(Your objective) Read the records that follow and state how many lines hold "nodes", adding nothing else.

•••

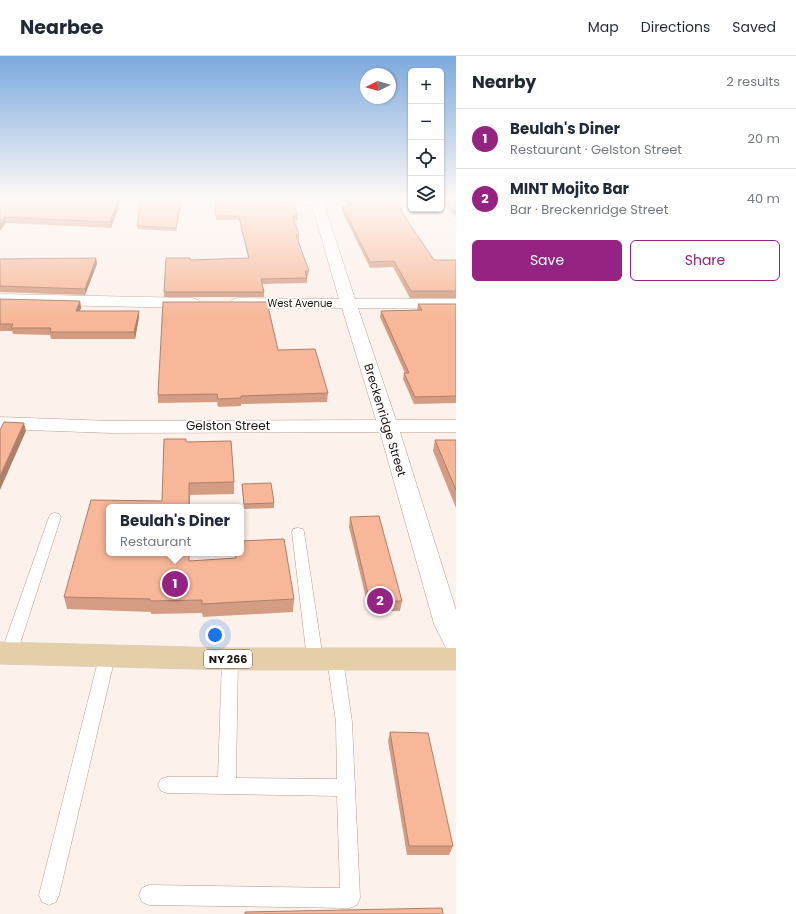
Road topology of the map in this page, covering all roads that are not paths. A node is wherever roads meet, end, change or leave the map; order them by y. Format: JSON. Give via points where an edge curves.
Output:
{"nodes":[{"id":1,"x":328,"y":238,"type":"edge"},
{"id":2,"x":0,"y":299,"type":"edge"},
{"id":3,"x":205,"y":303,"type":"edge"},
{"id":4,"x":221,"y":303,"type":"edge"},
{"id":5,"x":348,"y":304,"type":"junction"},
{"id":6,"x":456,"y":304,"type":"edge"},
{"id":7,"x":0,"y":423,"type":"edge"},
{"id":8,"x":388,"y":426,"type":"junction"},
{"id":9,"x":456,"y":426,"type":"edge"},
{"id":10,"x":54,"y":517,"type":"dead end"},
{"id":11,"x":298,"y":532,"type":"dead end"},
{"id":12,"x":456,"y":640,"type":"edge"},
{"id":13,"x":5,"y":653,"type":"edge"},
{"id":14,"x":108,"y":657,"type":"junction"},
{"id":15,"x":230,"y":659,"type":"junction"},
{"id":16,"x":325,"y":659,"type":"junction"},
{"id":17,"x":456,"y":659,"type":"edge"},
{"id":18,"x":167,"y":785,"type":"dead end"},
{"id":19,"x":227,"y":786,"type":"junction"},
{"id":20,"x":346,"y":788,"type":"junction"},
{"id":21,"x":49,"y":895,"type":"dead end"},
{"id":22,"x":149,"y":895,"type":"dead end"}],
"edges":[{"from":1,"to":5,"type":"street","name":"Breckenridge Street"},
{"from":2,"to":3,"type":"street"},
{"from":4,"to":5,"type":"street","name":"West Avenue"},
{"from":5,"to":6,"type":"street","name":"West Avenue"},
{"from":5,"to":8,"type":"street","name":"Breckenridge Street"},
{"from":7,"to":8,"type":"street","name":"Gelston Street","via":[[111,427]]},
{"from":8,"to":9,"type":"street","name":"Gelston Street"},
{"from":8,"to":12,"type":"street","name":"Breckenridge Street","via":[[447,624]]},
{"from":10,"to":13,"type":"lane"},
{"from":11,"to":16,"type":"lane"},
{"from":13,"to":14,"type":"main road","number":"NY 266"},
{"from":14,"to":15,"type":"main road","number":"NY 266"},
{"from":14,"to":21,"type":"lane"},
{"from":15,"to":16,"type":"main road","number":"NY 266"},
{"from":15,"to":19,"type":"lane"},
{"from":16,"to":17,"type":"main road","number":"NY 266"},
{"from":16,"to":20,"type":"lane","via":[[344,722]]},
{"from":18,"to":19,"type":"lane"},
{"from":19,"to":20,"type":"lane"},
{"from":20,"to":22,"type":"lane","via":[[350,898]]}]}
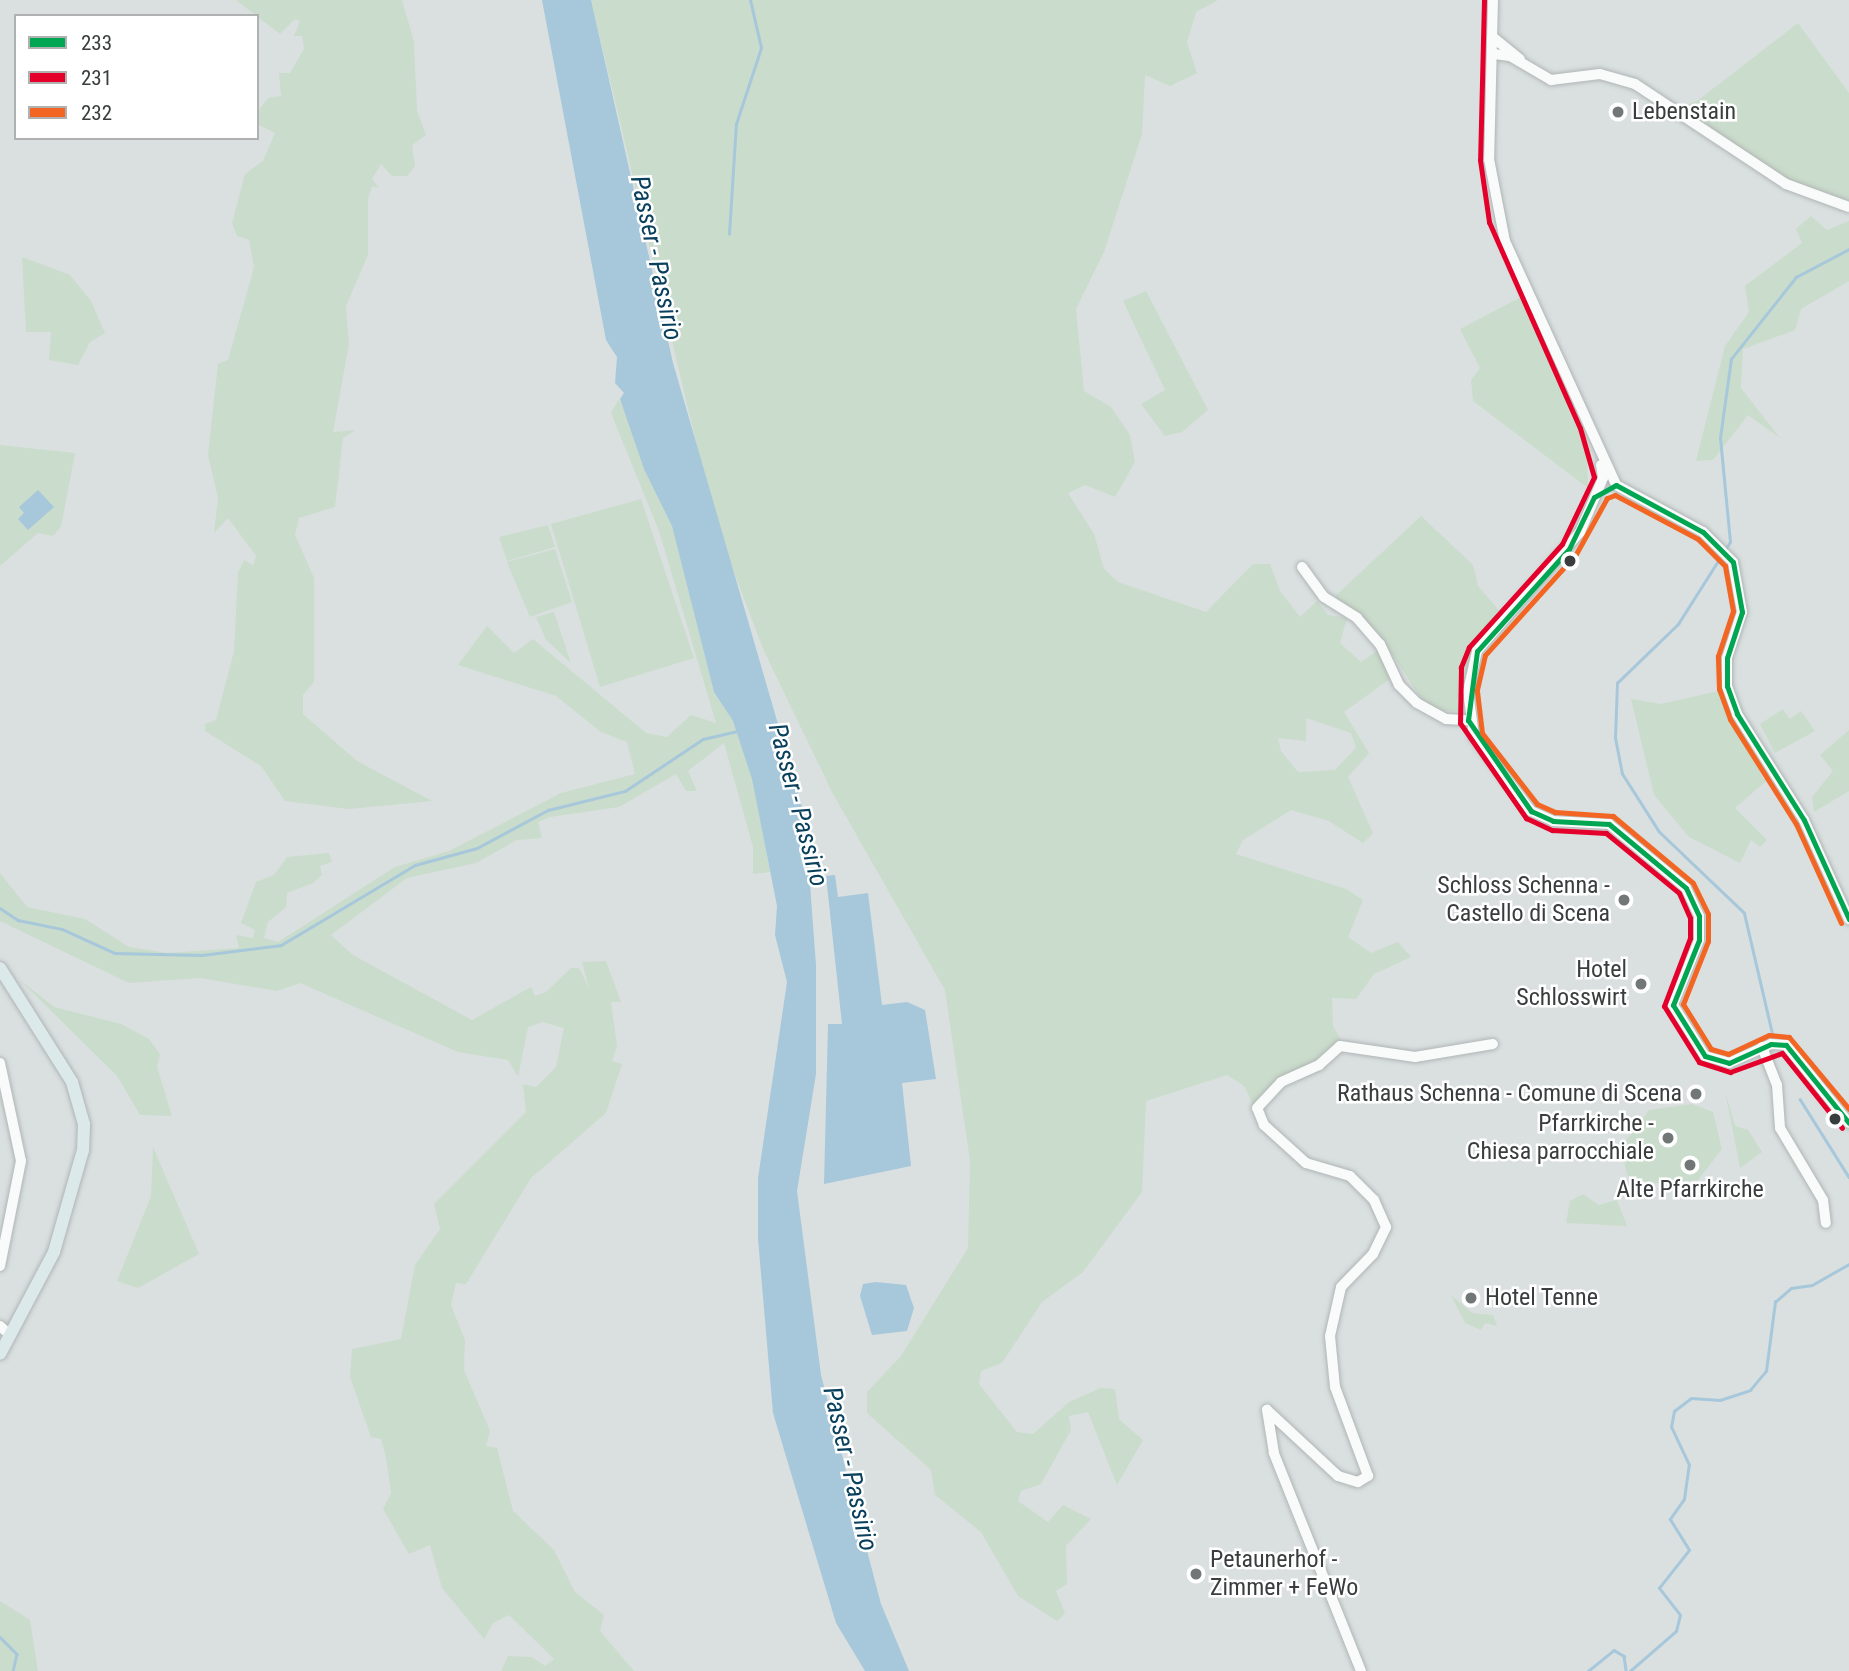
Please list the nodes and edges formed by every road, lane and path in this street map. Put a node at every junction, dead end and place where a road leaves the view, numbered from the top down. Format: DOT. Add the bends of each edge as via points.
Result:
graph roads {
  1 [pos="1493,0"];
  2 [pos="1495,39"];
  3 [pos="1494,54"];
  4 [pos="1524,66"];
  5 [pos="1849,207"];
  6 [pos="1595,445"];
  7 [pos="1616,485"];
  8 [pos="1594,497"];
  9 [pos="1301,567"];
  10 [pos="1468,720"];
  11 [pos="1849,919"];
  12 [pos="0,968"];
  13 [pos="1493,1044"];
  14 [pos="1766,1046"];
  15 [pos="0,1063"];
  16 [pos="4,1119"];
  17 [pos="1849,1123"];
  18 [pos="1826,1223"];
  19 [pos="0,1266"];
  20 [pos="5,1330"];
  21 [pos="0,1354"];
  22 [pos="1362,1671"];
  1 -- 2 [label="street"];
  2 -- 3 [label="street"];
  2 -- 4 [label="street" via="1510,45"];
  3 -- 4 [label="street"];
  3 -- 6 [label="street" via="1489,159 1498,220"];
  4 -- 5 [label="street" via="1550,80 1600,74 1635,84 1786,184"];
  6 -- 7 [label="street"];
  6 -- 8 [label="street" via="1603,478"];
  7 -- 8 [label="street"];
  7 -- 11 [label="street" via="1710,538 1728,556 1742,612 1727,657 1727,686 1737,714 1804,820"];
  8 -- 10 [label="street" via="1569,549 1477,652 1470,668"];
  9 -- 10 [label="street" via="1324,597 1357,618 1380,644 1399,685 1417,703 1446,719"];
  10 -- 14 [label="street" via="1531,811 1553,821 1609,824 1686,888 1699,916 1699,940 1673,1006 1705,1056 1729,1063"];
  12 -- 20 [label="main road" via="72,1082 84,1125 83,1150 54,1252"];
  13 -- 22 [label="street" via="1415,1058 1340,1046 1319,1065 1281,1082 1257,1108 1264,1125 1306,1163 1342,1171 1356,1181 1386,1227 1373,1254 1341,1287 1330,1336 1335,1387 1368,1476 1358,1482 1338,1476 1267,1410 1283,1478"];
  14 -- 17 [label="street" via="1794,1050"];
  14 -- 18 [label="street" via="1776,1082 1780,1128 1822,1200"];
  15 -- 16 [label="street"];
  16 -- 19 [label="street" via="21,1161"];
  20 -- 21 [label="main road"];
}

•••

(Finished task) 2